The 2020 record store’s denizens—two women of color and a gay white man—seem to realize that hierarchical edicts are out. Certainly the staff is nicer than the old guard was. Barry and Rob squabbled so acridly that they nearly came to blows; their descendants banter with noticeable sensitivity and esprit de corps. Outsiders, in fact, are surprised at how agreeable the crew is. One guy Robin goes on a date with, upon learning that she owns a record store, asks if she’ll walk out on him for enjoying Fleetwood Mac’s “Dreams.” Robin, as it happens, loves the song, though she’s iffy on its album, Rumours. The tension and humor of the scene then turn on whether she’s too voluble in her analysis of a band she was expected to disdain. Intensity, rather than pretension, defines her. She’s a geek more than a snob.

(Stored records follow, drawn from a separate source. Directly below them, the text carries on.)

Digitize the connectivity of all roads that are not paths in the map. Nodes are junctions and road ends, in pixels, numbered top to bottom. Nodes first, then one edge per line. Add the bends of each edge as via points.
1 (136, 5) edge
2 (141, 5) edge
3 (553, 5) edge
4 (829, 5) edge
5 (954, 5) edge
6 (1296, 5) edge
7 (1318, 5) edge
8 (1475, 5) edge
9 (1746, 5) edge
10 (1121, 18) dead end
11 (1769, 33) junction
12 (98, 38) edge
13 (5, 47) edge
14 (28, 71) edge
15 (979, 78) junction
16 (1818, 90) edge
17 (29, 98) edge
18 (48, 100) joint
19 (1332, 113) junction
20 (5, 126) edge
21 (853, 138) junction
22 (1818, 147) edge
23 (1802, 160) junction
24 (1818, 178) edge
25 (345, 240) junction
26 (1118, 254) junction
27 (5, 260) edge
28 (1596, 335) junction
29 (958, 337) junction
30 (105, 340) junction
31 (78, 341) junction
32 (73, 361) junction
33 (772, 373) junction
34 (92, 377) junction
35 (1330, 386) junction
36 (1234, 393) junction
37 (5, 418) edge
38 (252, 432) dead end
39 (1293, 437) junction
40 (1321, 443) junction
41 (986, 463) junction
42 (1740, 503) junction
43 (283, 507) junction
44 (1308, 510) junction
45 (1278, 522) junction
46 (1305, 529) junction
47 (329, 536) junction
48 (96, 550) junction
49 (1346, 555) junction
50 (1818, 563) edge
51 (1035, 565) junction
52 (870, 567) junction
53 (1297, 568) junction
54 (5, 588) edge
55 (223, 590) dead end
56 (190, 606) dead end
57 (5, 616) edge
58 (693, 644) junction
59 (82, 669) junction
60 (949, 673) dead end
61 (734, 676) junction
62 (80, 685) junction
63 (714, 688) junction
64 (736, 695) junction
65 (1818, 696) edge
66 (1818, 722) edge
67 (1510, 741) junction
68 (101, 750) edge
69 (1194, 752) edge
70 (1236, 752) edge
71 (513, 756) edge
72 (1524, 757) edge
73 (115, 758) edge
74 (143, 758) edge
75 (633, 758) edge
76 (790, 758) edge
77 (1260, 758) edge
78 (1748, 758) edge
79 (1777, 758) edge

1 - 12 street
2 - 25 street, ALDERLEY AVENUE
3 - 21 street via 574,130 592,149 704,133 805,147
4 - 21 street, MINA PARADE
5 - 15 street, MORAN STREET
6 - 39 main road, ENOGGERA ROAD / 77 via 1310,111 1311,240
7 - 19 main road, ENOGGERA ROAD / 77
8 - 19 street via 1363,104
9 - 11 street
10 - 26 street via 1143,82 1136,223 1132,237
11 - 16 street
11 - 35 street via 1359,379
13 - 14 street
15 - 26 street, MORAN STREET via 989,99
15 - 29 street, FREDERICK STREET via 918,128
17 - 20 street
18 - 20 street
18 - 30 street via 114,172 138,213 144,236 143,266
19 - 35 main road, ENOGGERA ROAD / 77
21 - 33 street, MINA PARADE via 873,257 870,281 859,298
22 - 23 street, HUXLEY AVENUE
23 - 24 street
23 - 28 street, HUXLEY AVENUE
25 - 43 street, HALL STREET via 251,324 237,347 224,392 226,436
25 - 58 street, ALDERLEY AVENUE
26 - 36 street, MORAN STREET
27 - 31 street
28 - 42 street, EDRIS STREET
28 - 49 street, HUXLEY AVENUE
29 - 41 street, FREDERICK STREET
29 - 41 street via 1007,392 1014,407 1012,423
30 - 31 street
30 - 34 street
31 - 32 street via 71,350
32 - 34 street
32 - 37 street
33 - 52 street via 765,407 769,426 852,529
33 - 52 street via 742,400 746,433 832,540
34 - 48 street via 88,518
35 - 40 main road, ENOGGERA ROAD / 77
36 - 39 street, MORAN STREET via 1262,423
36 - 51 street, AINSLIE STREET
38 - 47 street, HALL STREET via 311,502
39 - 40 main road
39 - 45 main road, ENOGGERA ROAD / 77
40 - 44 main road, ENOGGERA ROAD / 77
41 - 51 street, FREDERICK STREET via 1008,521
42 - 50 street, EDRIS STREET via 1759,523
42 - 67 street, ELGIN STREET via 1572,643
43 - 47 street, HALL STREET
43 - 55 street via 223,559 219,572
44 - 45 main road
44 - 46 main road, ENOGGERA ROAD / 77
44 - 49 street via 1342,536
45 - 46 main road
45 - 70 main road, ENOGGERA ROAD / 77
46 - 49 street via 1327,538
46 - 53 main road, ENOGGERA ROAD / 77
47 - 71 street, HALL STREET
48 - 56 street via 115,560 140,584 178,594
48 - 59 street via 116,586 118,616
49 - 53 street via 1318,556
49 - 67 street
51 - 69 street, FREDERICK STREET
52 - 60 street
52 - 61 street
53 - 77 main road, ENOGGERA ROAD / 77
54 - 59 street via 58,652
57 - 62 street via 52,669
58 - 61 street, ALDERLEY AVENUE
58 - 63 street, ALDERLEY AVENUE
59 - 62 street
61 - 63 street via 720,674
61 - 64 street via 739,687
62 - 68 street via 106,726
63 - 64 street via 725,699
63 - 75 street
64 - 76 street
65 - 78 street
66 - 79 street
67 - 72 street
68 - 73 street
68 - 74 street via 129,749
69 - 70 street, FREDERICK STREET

Not that these characters aren’t snobs in other cultural arenas. Generally they hate the superficial: overpriced coffee shops, selfie-taking influencers, and other lifestyle-as-branding trends. Cherise never says it, but you can guess that she worries the Shazamer will simply add the song—which she’d no doubt fastidiously selected—to some chill-out playlist, rather than engage more deeply. Such anxieties fit with a commonly heard refrain from today’s artists and critics that streaming devalues music economically and spiritually. Robin even seems a bit smug about her store’s obsolescence. “Half the neighborhood thinks we’re washed-up relics,” she says. “The other half thinks we’re nostalgic hipsters. They’re both kind of right.”

So how are we to think about the key motto—“What really matters is what you like, not what you are like”—referenced in all three versions of High Fidelity? Hornby’s aphorism might sound outdated in the era of identity politics, when Twitter’s brawls over art can make independent aesthetic judgments seem secondary to proudly lining up with one’s tribe. Hulu’s High Fidelity does, refreshingly, correct the exclusionary spirit that went with the original’s lack of diversity. Yet crucially, the series retains the assurance that music preferences reflect something individual, ineffable, soul-deep, and in need of sharing. Kravitz’s Robin—a brooding biracial and bisexual space cadet enamored of the Beastie Boys, Stevie Wonder’s Talking Book, and the folk singer Nick Drake—eludes any image neatly tied to race, gender, or sexuality. In one hilarious subplot that highlights taste as an idiosyncratic proxy for identity, Cherise posts a flyer looking for bandmates in sync with her ideal sound: “Think Brian Eno producing Beyoncé fronting Soul Coughing but with Daniel Ash on guitar.”

Such fervent eclecticism is countercultural in any era, because by definition it flouts paradigms. Here it represents another way in which the new High Fidelity audiophiles feel they have, as Cherise puts it at one point, “opted out” of their own algorithm-obedient generation. But they’re not quite the oddballs they think they are. Genre boundaries have been melting in popular music lately, and the quest for self-definition through sound is no niche practice. As I write this, my social feeds are full of people sharing their personalized Spotify report on their most-listened-to songs of the year. Some users are LOLing at the quirkiness of their habits (one friend’s top five artists of 2019 included ultra-glossy contemporary country, hard-edged underground rap, and the Barenaked Ladies). Others cheekily revel in the stereotypes it turns out they’ve fallen into (“so gay,” texts someone whose No. 1 was Carly Rae Jepsen). I’m not seeing a lot of mockery; I am seeing a lot of curiosity, amusement, and discussion. The tools of High Fidelity’s rankers and curators have been democratized, and of course not everyone is going to use them for esoteric adventures. If you’ve got a problem with that, you might be a snob.

Spencer Kornhaber is a staff writer at The Atlantic.